GPS Coordinates: 38.8045148, -77.0595754

The Edmonson Sisters Sculpture

Here follows an excerpt from the Clio Foundation website as written by Cole Burkhammer:

Introduction
This historic home was once the property of Joseph Bruin, a slave trader who held hundreds of human beings in the basement of this home as they awaited transportation and sale to slave plantations throughout the South. Bruin purchased this home in 1844 and acted as a middle man until his capture by Union troops during the Civil War. Harriet Beecher Stowe referenced this slave pen as a reference within her books "The Key to Uncle Tom's Cabin" and the prequel, "Uncle Tom's Cabin." The jail was most famous for holding the Edmondson Sisters who almost escaped to freedom aboard the Pearl. These women were among 77 slaves who attempted to evade their owners by boarding the ship which was piloted by abolitionists. The building served as the Fairfax County Courthouse for a short time following Bruin's capture by Union troops and was later sold and used as a private home.

Backstory and Context
Joseph Bruin was a slave trader that bought the then slave jail as a way to hold pending slaves before the transaction. Bruin, however, made a life altering discovery when he jailed the Edmondson sisters who would be the focus of Harriet Beecher Stowe's novel "the Key to Uncle Tom's Cabin".
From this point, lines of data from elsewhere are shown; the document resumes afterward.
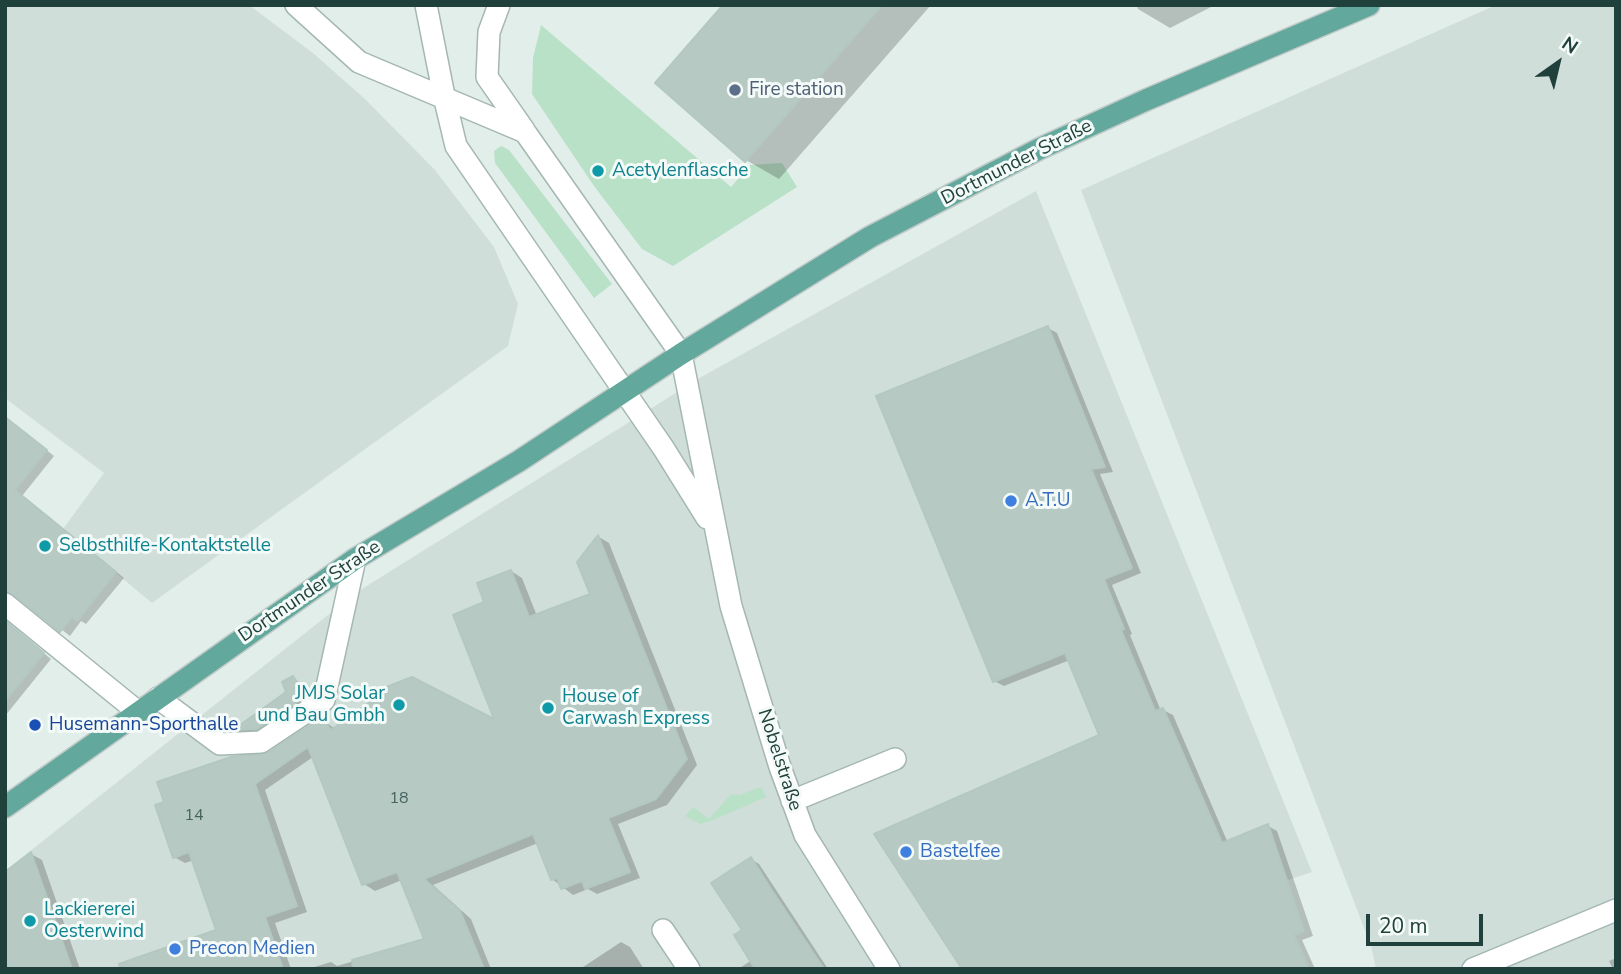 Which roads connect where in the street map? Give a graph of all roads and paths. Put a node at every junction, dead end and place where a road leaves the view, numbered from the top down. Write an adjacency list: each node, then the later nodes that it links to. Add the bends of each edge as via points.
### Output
1 (296, 5): 5 (street, via 359,62)
2 (426, 5): 5 (street)
3 (499, 5): 6 (street, via 489,32 487,77)
4 (1369, 5): 7 (main road, Dortmunder Straße, via 1039,149 870,237)
5 (444, 96): 6 (street); 8 (street, via 456,146)
6 (525, 132): 7 (street)
7 (681, 354): 8 (main road, Dortmunder Straße); 9 (street, Nobelstraße)
8 (625, 393): 9 (street, Nobelstraße); 10 (main road, Dortmunder Straße)
9 (715, 532): 15 (street, Nobelstraße, via 731,606)
10 (355, 559): 12 (main road, Dortmunder Straße); 12 (street, via 324,700 261,742 220,744)
11 (5, 604): 13 (street)
12 (158, 698): 13 (main road, Dortmunder Straße)
13 (138, 712): 16 (main road, Dortmunder Straße)
14 (895, 759): 15 (street)
15 (792, 801): 20 (street, Nobelstraße, via 818,859)
16 (5, 807)
17 (1616, 910): 21 (street)
18 (663, 930): 19 (street)
19 (689, 969)
20 (888, 969)
21 (1473, 969)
The Edmondson sisters were the sisters of Samuel Edmondson, one of the orchestrators of the Pearl escape that sent 77 slaves to freedom in Washington. The Pearl escape was the largest slave escape in history in which Edmondson and his colleagues purchased the Pearl and then freed the 77 slaves in one night to escape down the Potomac River and to freedom. The escape is credited with keeping the abolitionist movement going and starting many of the events that would come thereafter. The slaves would, however, be caught at the end of the river and sold in New Orleans which is where Bruin bought the Edmondson's. Bruin had a fascination of sorts with the sisters which he envisaged they could be sold as prostitutes in New Orleans for a high price. The Edmondson girl's father tried to raise funds for his daughter which led him to contact with Stowe's father and thus Stowe. Stowe knew of the jail and it became the focus of her book. Edmondson purchased his daughters out of the trade but Bruin's name lived on because of Stowe's writings. Bruin's jail became known as a "monument to oppression" and he became a "model of the greedy slave trader".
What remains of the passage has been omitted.